**What the task requires:** Output each record verbatim, with pictures left out.

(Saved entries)
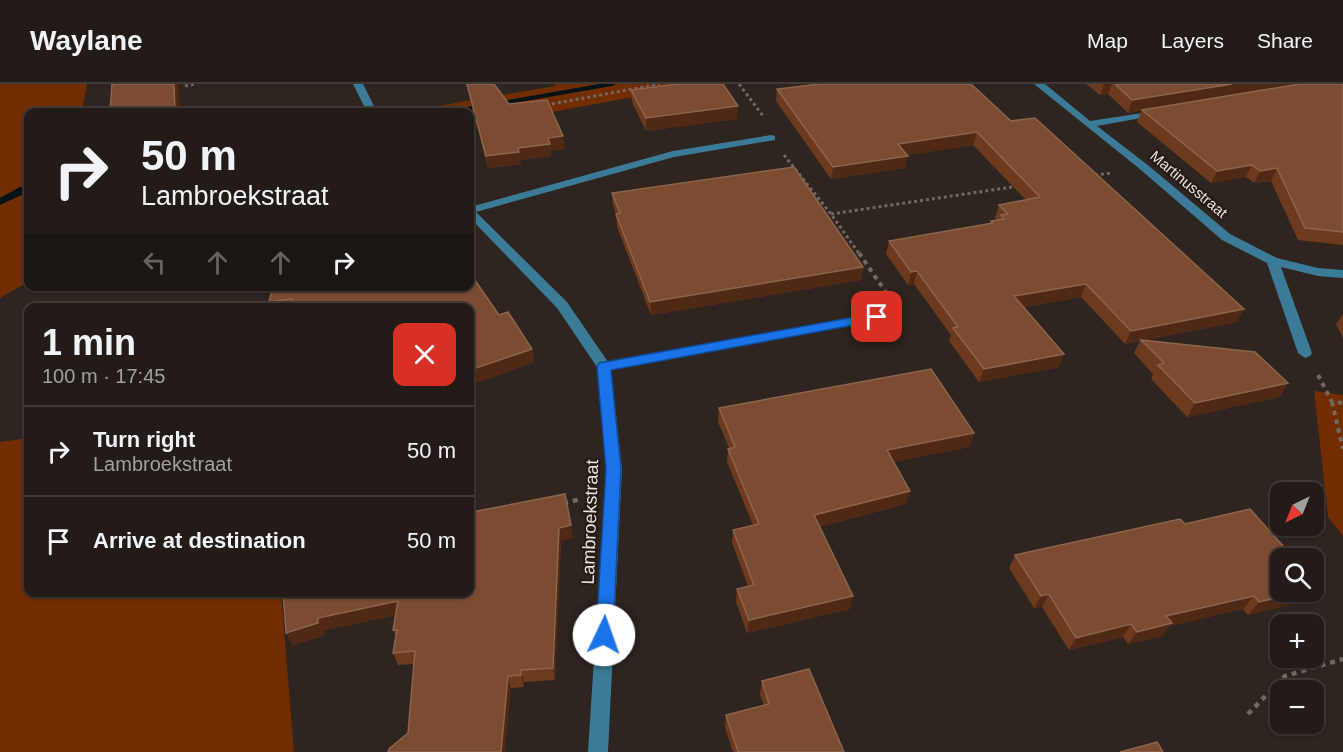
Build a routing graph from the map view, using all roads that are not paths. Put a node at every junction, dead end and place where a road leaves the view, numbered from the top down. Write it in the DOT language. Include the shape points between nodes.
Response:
graph roads {
  1 [pos="358,84"];
  2 [pos="1039,84"];
  3 [pos="370,108"];
  4 [pos="1167,111"];
  5 [pos="1088,124"];
  6 [pos="771,138"];
  7 [pos="474,210"];
  8 [pos="474,215"];
  9 [pos="1273,261"];
  10 [pos="1343,274"];
  11 [pos="877,317"];
  12 [pos="1305,353"];
  13 [pos="604,367"];
  14 [pos="598,752"];
  1 -- 3 [label="street"];
  2 -- 5 [label="street, Martinusstraat"];
  4 -- 5 [label="street"];
  5 -- 9 [label="street, Martinusstraat" via="1226,237"];
  6 -- 7 [label="street, Lambroekstraat" via="673,154"];
  8 -- 13 [label="street, Lambroekstraat" via="562,305"];
  9 -- 10 [label="street, Martinusstraat"];
  9 -- 12 [label="street"];
  11 -- 13 [label="street"];
  13 -- 14 [label="street, Lambroekstraat" via="614,469"];
}
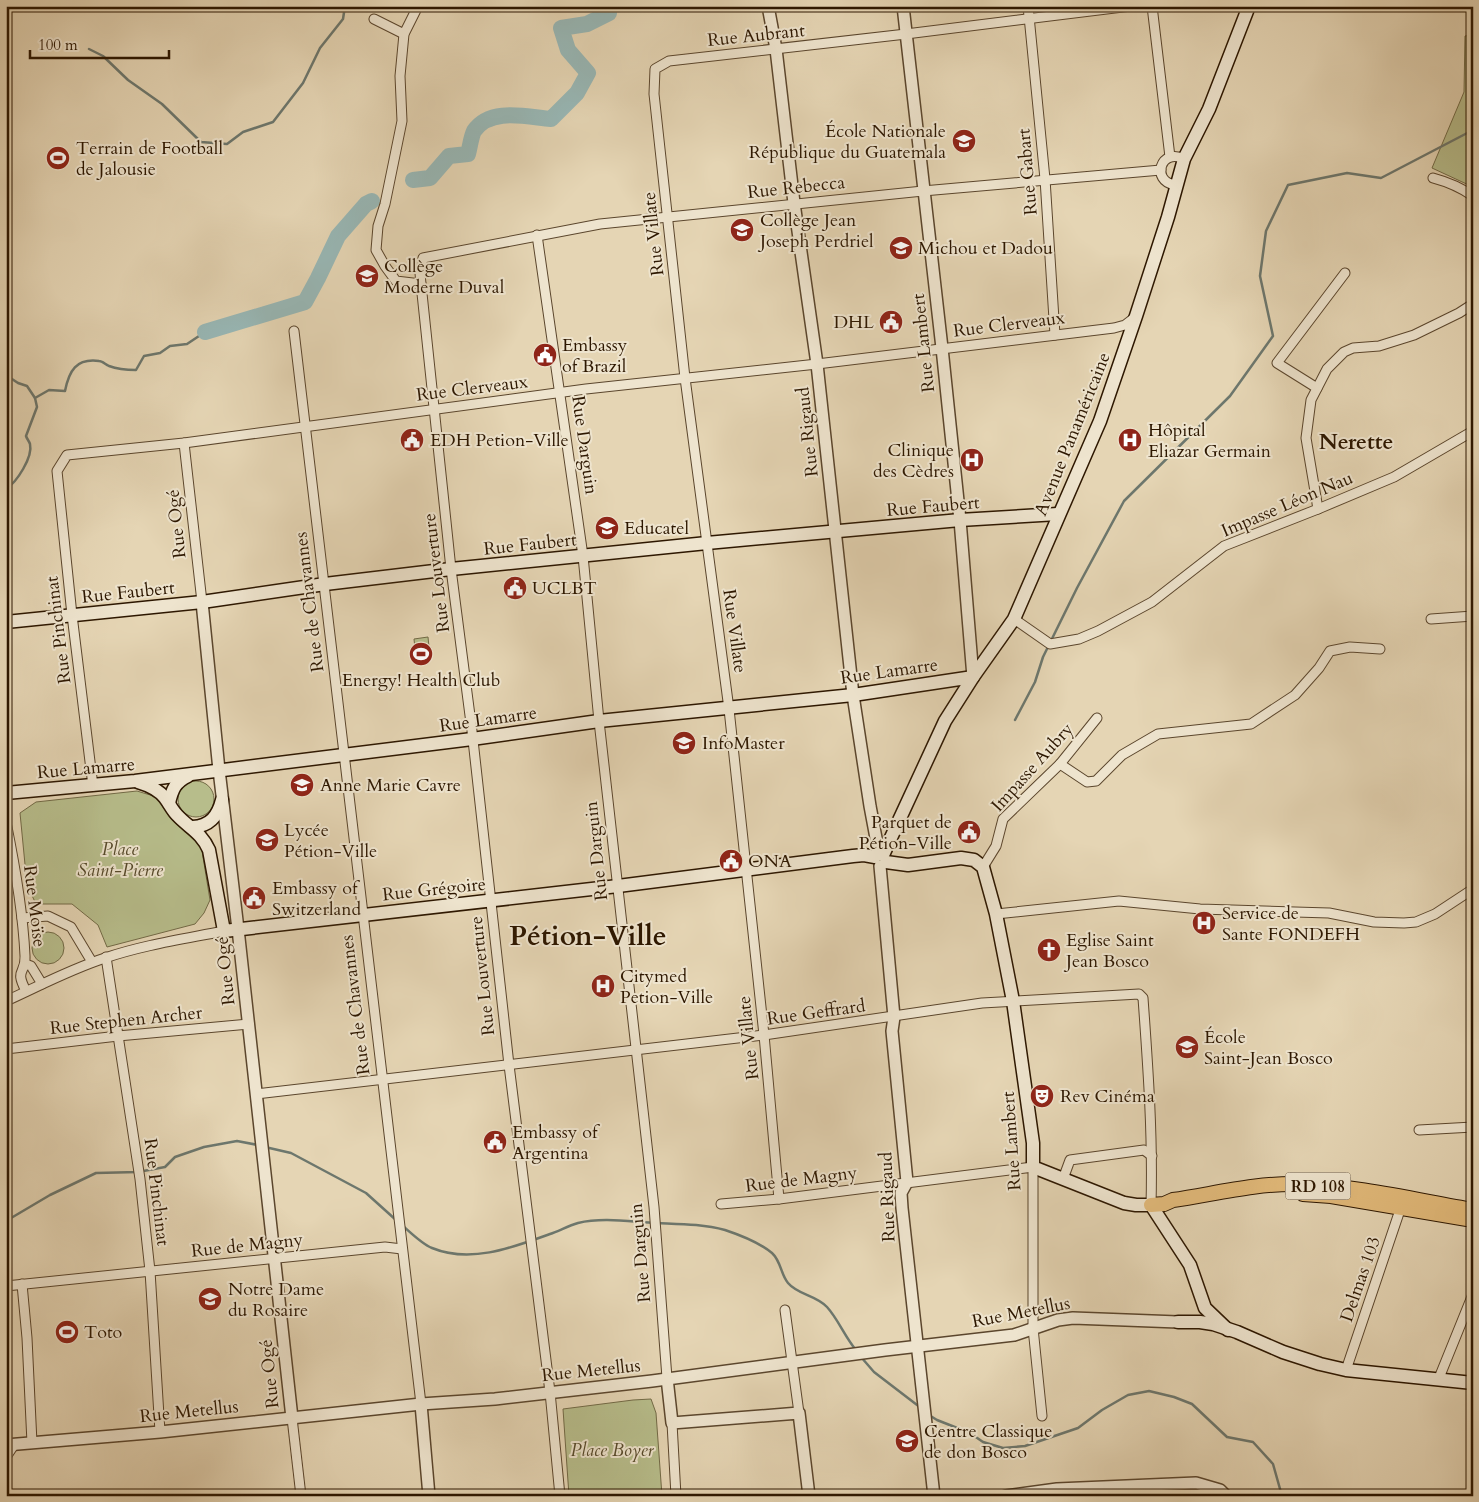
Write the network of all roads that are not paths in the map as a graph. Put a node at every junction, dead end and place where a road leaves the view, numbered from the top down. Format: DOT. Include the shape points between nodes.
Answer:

**Output:**
Build a routing graph from the map view, using all roads that are not paths. Put a node at every junction, dead end and place where a road leaves the view, numbered from the top down. Write it in the DOT language. Include the shape points between nodes.
Response:
graph roads {
  1 [pos="358,84"];
  2 [pos="1039,84"];
  3 [pos="370,108"];
  4 [pos="1167,111"];
  5 [pos="1088,124"];
  6 [pos="771,138"];
  7 [pos="474,210"];
  8 [pos="474,215"];
  9 [pos="1273,261"];
  10 [pos="1343,274"];
  11 [pos="877,317"];
  12 [pos="1305,353"];
  13 [pos="604,367"];
  14 [pos="598,752"];
  1 -- 3 [label="street"];
  2 -- 5 [label="street, Martinusstraat"];
  4 -- 5 [label="street"];
  5 -- 9 [label="street, Martinusstraat" via="1226,237"];
  6 -- 7 [label="street, Lambroekstraat" via="673,154"];
  8 -- 13 [label="street, Lambroekstraat" via="562,305"];
  9 -- 10 [label="street, Martinusstraat"];
  9 -- 12 [label="street"];
  11 -- 13 [label="street"];
  13 -- 14 [label="street, Lambroekstraat" via="614,469"];
}
Write the network of all roads that are not paths in the map as a graph. Put a node at every junction, dead end and place where a road leaves the view, numbered from the top down. Format: DOT. Include the shape points between nodes.
Answer:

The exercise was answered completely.